Thursday, December 04, 2008

In My Stereo (A Christmas Special)

Picture me rolling through Nashville with sleighbells on my Solara and two mugs of holiday cheer in the cupholders. Seems all I'm doing these days is running errands and listening to the single greatest assortment of Christmas music this side of a live Manheim Steamroller concert.

I kid.

So, come on down and join the fun. Here's what's In My Stereo, THE CHRISTMAS EDITION!

(Quick disclaimer: Those who don't celebrate Christmas might be hoping for non-Christmas holiday songs on this list. I'm sad to say there aren't any. Not because I don't like other holiday songs, but because I have never in my life heard any, outside of that "dradle ditty." If any of you would like to send me your Hannukah catalogue, or if any of you would like to send me your Kwanzaa tunes, I'm all ears and incredibly easy to persuade, especially if money and/or burritos are somehow involved.)

"White Christmas," Otis Redding
Maybe it's the organ riff that sounds remarkably like the outtro from My Morning Jacket's "I Will Sing You Songs." Maybe it's the placement in Love Actually. Maybe it's the fact that Otis Redding could sing in German and still sound better than everything not named "Emmylou Harris." If you like your holiday music "snuggly," look no further.

"Light of the Stable," Emmylou Harris
Hey, speaking of Emmylou Harris, here she is, sounding like a combination of 1) great woman and 2) heaven itself. I swear to you right here and now I'd gladly marry any member of her extended family if it guaranteed a private Emmylou performance twice a year (say, around the Thanksgiving table, and fireside Christmas Eve, just spitballing).

"Angels We Have Heard on High," Relient K
You'd be surprised how well time-honored Christmas hymns lend themselves to SoCal mall-punk songwriting tropes. Trust me.

"Father Christmas," The Kinks
A few years back, I broke down all Christmas songs into three categories:
1) Religious ("Away in a Manger," "O Holy Night," etc.)
2) Secular ("Jingle Bells," "White Christmas," etc.)
3) Pop ("Blue Christmas," "Merry Christmas, Baby," etc.)

For whatever reason, it's hard to find rock songs that fall into the third category. Enter The Kinks, who rob Santa at gunpoint and take his money, telling him to "give all the toys/to the little rich boys." If you listen to this song and don't enjoy it, I will eat a hobnailed boot.

"Christmas All Over Again," Tom Petty
Three or, at most, four chords? Check. The best, no-brainer of a melody you can possibly imagine? Check. A heart-warming, genuinely goofy, but overall winning sentimen? Check. It's everything a Tom Petty Christmas song should be. And more?
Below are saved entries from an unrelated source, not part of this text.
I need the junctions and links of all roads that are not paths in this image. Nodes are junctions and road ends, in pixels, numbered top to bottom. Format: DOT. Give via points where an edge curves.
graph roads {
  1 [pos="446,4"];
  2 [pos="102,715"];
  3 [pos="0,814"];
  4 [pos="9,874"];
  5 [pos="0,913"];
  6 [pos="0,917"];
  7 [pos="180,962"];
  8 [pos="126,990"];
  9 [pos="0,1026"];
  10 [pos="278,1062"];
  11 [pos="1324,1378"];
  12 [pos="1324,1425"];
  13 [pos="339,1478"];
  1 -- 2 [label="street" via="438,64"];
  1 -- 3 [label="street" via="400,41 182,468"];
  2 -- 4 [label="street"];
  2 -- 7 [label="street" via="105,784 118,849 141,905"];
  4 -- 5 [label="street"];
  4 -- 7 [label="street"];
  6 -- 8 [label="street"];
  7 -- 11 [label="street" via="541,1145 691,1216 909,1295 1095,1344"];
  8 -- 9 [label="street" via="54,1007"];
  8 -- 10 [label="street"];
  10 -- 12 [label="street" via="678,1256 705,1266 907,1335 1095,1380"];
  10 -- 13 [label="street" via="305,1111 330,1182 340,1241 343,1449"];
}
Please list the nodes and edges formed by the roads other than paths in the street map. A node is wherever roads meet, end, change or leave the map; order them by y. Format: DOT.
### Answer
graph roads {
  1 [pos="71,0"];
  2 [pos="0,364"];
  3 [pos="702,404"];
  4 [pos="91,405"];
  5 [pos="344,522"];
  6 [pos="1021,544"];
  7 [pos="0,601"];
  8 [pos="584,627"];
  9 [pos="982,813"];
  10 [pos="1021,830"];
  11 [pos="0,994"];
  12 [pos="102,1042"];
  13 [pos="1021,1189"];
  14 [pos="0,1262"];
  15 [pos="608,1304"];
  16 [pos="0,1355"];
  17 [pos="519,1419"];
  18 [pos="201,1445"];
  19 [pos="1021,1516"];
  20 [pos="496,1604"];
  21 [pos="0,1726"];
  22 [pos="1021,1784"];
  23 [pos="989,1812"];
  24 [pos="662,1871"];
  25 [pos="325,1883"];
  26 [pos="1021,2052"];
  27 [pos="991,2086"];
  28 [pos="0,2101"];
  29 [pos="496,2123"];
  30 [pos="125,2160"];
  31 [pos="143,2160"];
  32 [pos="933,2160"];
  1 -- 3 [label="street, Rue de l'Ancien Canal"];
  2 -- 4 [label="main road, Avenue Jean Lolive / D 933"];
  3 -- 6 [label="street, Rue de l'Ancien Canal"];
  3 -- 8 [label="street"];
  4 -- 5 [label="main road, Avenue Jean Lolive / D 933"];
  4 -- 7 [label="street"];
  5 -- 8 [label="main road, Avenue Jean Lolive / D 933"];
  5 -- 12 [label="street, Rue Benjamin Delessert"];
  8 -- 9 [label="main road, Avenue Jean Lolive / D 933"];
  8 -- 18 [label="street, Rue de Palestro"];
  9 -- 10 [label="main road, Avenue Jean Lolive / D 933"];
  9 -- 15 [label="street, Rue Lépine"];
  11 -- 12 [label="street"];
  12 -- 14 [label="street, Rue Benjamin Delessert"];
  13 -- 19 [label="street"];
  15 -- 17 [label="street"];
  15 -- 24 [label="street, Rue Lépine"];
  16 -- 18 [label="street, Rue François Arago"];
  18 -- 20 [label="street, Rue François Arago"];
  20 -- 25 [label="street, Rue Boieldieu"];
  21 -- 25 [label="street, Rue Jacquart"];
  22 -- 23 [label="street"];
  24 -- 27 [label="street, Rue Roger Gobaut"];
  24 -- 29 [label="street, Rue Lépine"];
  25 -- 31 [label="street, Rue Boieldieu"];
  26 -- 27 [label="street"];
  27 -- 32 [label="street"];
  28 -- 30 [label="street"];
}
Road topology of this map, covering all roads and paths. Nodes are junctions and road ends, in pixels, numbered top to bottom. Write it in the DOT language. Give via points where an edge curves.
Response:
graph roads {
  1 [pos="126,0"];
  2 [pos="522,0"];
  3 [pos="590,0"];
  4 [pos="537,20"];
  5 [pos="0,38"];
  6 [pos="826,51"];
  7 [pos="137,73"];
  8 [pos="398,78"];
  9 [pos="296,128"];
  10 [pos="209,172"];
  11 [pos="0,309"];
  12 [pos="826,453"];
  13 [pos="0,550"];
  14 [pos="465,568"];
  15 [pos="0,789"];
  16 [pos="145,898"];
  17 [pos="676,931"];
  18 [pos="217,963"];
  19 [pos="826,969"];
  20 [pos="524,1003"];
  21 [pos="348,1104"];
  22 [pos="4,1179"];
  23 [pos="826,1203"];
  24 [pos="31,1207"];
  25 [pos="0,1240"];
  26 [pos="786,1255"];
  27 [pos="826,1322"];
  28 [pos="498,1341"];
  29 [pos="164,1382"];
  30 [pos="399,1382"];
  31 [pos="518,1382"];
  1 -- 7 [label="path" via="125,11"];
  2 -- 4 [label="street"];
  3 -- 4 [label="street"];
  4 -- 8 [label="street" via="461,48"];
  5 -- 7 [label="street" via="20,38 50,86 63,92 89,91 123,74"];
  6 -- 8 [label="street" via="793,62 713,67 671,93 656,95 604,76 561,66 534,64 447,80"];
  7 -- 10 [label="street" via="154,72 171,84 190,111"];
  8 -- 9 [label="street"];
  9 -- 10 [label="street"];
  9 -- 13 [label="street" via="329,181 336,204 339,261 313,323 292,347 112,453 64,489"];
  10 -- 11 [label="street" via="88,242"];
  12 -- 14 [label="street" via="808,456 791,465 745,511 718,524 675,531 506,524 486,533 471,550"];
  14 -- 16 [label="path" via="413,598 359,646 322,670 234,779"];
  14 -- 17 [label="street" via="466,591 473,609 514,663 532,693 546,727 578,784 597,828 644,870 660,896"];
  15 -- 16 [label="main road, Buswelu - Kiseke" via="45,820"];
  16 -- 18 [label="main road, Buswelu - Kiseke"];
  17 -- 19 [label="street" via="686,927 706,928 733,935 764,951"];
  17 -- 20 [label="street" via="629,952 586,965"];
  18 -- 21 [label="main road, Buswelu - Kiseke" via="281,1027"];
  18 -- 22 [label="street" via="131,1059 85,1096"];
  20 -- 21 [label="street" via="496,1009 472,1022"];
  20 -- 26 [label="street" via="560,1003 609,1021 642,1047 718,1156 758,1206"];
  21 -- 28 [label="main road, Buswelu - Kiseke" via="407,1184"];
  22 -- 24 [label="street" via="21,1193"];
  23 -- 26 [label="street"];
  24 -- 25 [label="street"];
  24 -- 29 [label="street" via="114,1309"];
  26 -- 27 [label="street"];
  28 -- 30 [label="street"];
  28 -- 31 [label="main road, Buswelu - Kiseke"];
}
"Walking in a Winter Wonderland," Phantom Planet
I've often used this space to extol the underappreciated virtues of Phantom Planet, a smart, incredibly poppy band from California that has been kicking around in different forms since the turn of the century. Well, hey, look, they recorded a version of "Walking in a Winter Wonderland" and it's smart and incredibly poppy. If this is part of a Phantom Planet Sings Christmas Songs full album, someone needs to 1) alert me immediately and 2) just go ahead and send it to Milam HQ. Thanks.

"Carol of the Bells," Any instrumental version
I've said this before, but it bears repeating: this song shouldn't have singing. It's awesome as is. I don't need the boys choir chanting "bells, bellsy bells!" in the background. Some things are better without talking, like "Carol of the Bells," or "Jessica Simpson."

"Theme from the Nutcracker," Tchaikovsky
Kidding. Kind of.

"The Christmas Song," Vince Guaraldi Trio (aka, the Peanuts Christmas music)
I have to be honest: I know nothing about Vince Guaraldi or his greater catalogue. I don't know who he is or where he came from or where he's headed. In truth, I don't care. All I know is that his work on the Peanuts Christmas soundtrack is among the greatest achievements of Western Civilization. It stands beside "democracy" and "Megan Fox" as the pinnacles of human achievement.

Christmastime is full of family and friends and merriment and cheer and nog and (probably) accidental fires in the living room that you blame on the cat. It's a great time of year (someone called it "most wonderful," but I don't buy into hyperbole), and it's usually a time of happiness. But it's also a little sad, too. A lot of the best Christmas songs capture the unique blend of joy and melancholy that characterizes the holiday season. The Peanuts Christmas soundtrack does it as well as any I've heard.

God bless Vince Guaraldi. Whoever the hell he is.

What's in your Christmastime stereo?

Bells bellsy bells,
CM

2 comments:

ross k. said...

I must concede, that Fox girl is mighty saucy. Where do you stand on Nicole Scherzinger and the P-cat Dolls?

Anonymous said...

"a twisted christmas" by twisted sister. trust me. don't knock it until you try it.